The SEC is watching — Part 3: LIBOR phaseout disclosures

Tobi Carter Richards  Tax & Accounting Senior Specialist Editor, Thomson Reuters

· 10 minute read

Tobi Carter Richards  Tax & Accounting Senior Specialist Editor, Thomson Reuters

· 10 minute read

This blog post is the final installment in a three-part series focusing on the heightened disclosure detail that the SEC is looking for in your corporate filings.

In Part 1, we focused on cybersecurity disclosures and in Part 2, we looked at Brexit disclosures. In this installment, we turn our focus to LIBOR phaseout disclosures.

Disclosure review concerning the phaseout of the London Interbank Offered Rate (LIBOR) has been another key 2019 priority for the SEC, especially in light of the potential for business and market disruptions flowing from the expected discontinuation of such a critically important interest rate after 2021 (see my blog post titled Are you ready for the LIBOR transition? for a discussion of LIBOR and the implications of its expected phaseout). SEC Staff, through their guidance and comment letters, discourage generic disclosures that aren’t very helpful for investors, in favor of tailored disclosures regarding risks posed to businesses and operations and actions being taken to address these risks.
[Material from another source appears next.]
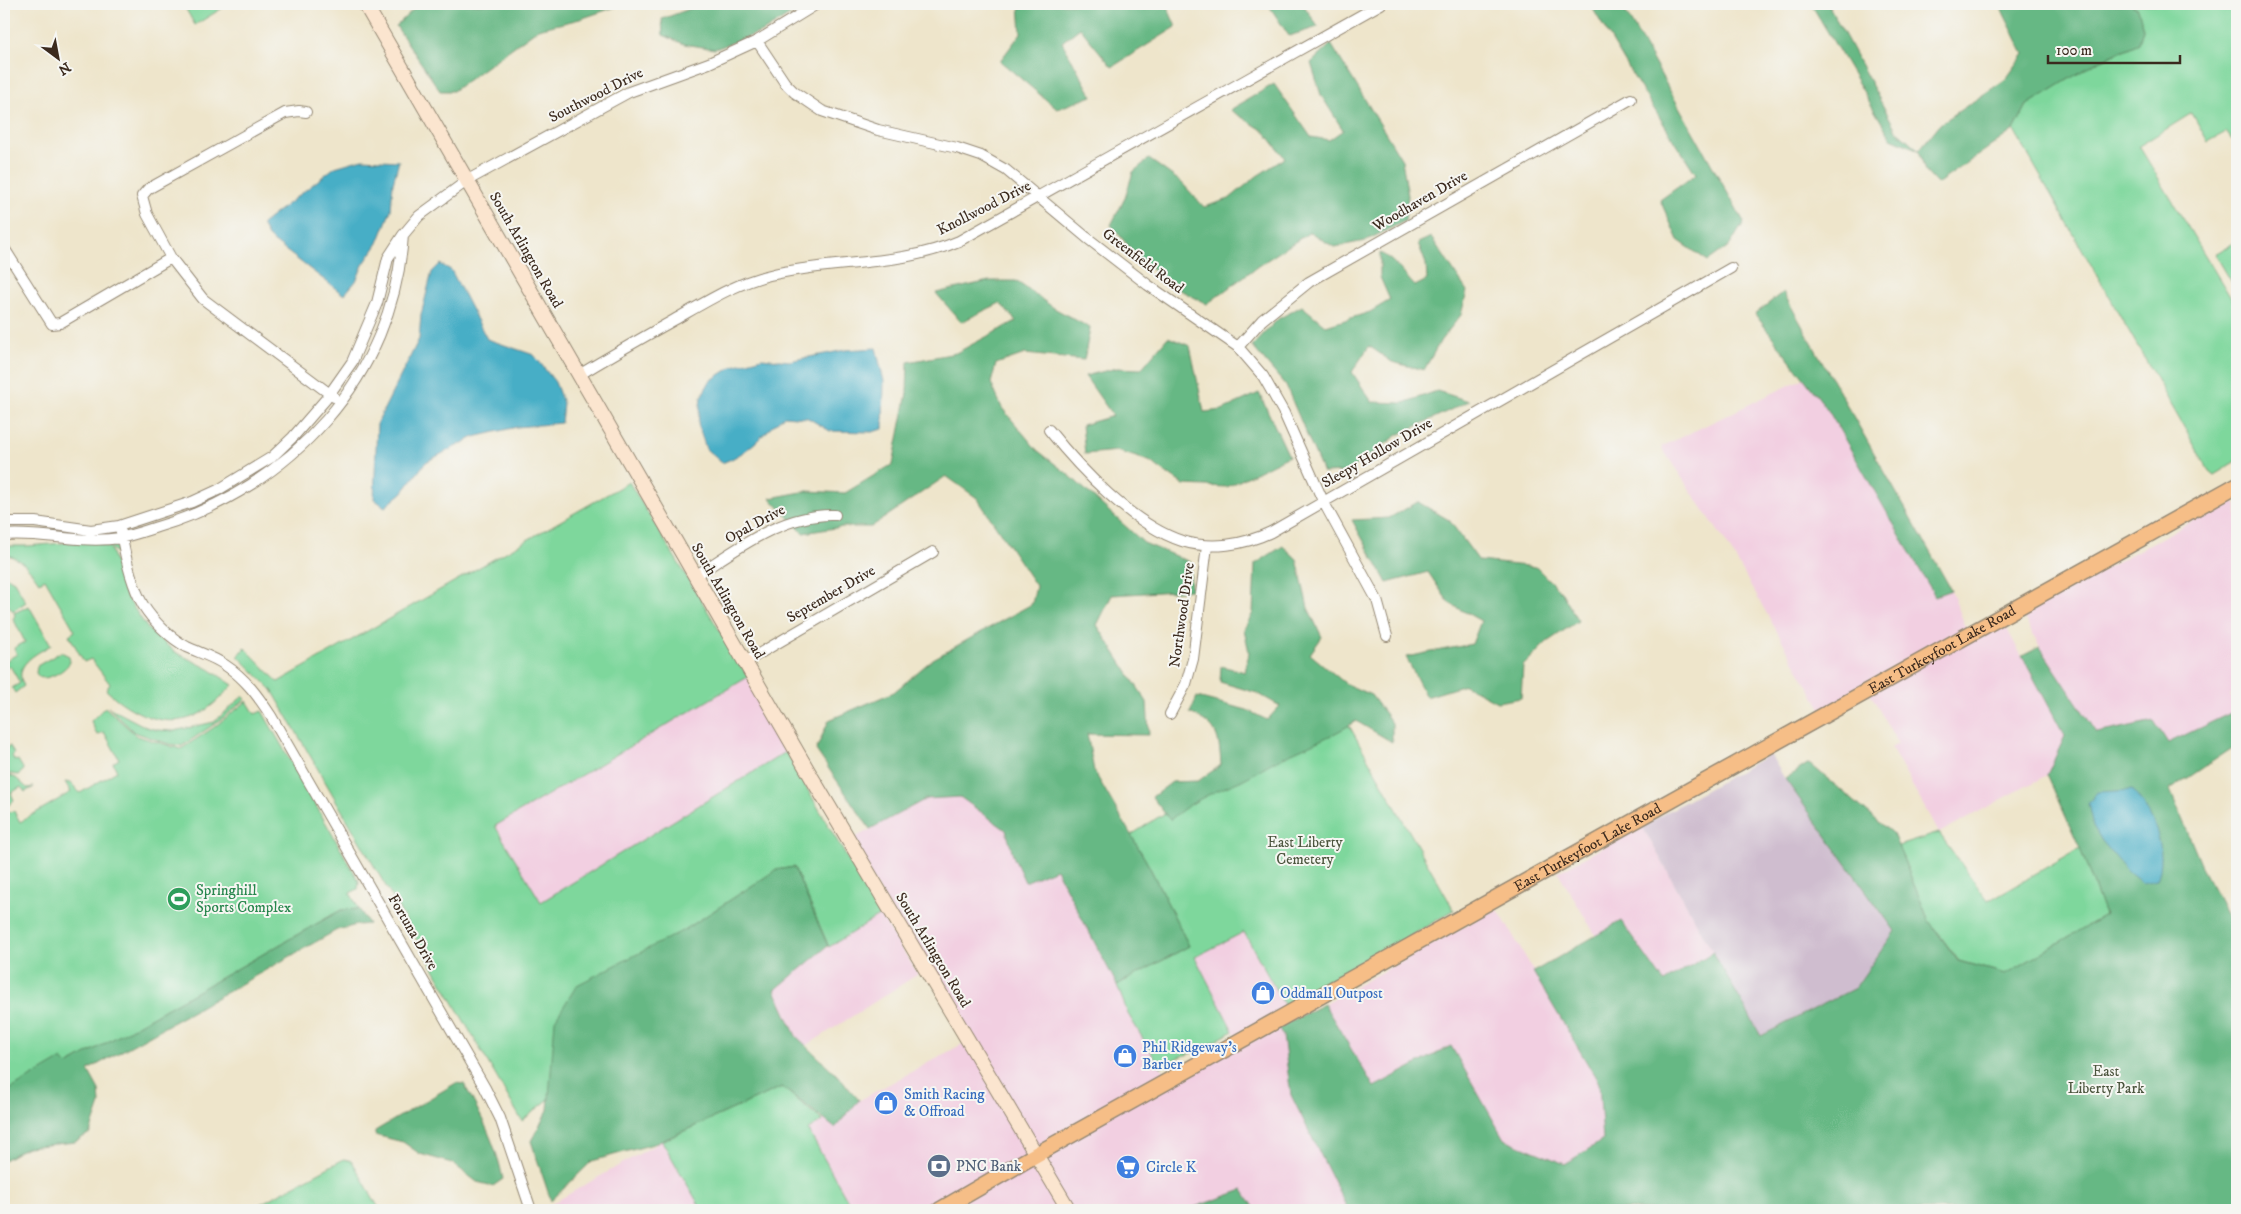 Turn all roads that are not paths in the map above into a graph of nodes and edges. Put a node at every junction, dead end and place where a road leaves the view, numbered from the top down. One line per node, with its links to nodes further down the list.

LIBOR phaseout disclosure, disclosure, disclosure

The SEC and its Staff have been quite vocal regarding the need for registrants to disclose material company-specific risks and risk-mitigation efforts associated with LIBOR. In July 2019, they issued Staff Statement on LIBOR Transition (available on Thomson Reuters Checkpoint), explaining how the discontinuation of LIBOR may impact specific registrants and providing guidance on how registrants may respond to this risk.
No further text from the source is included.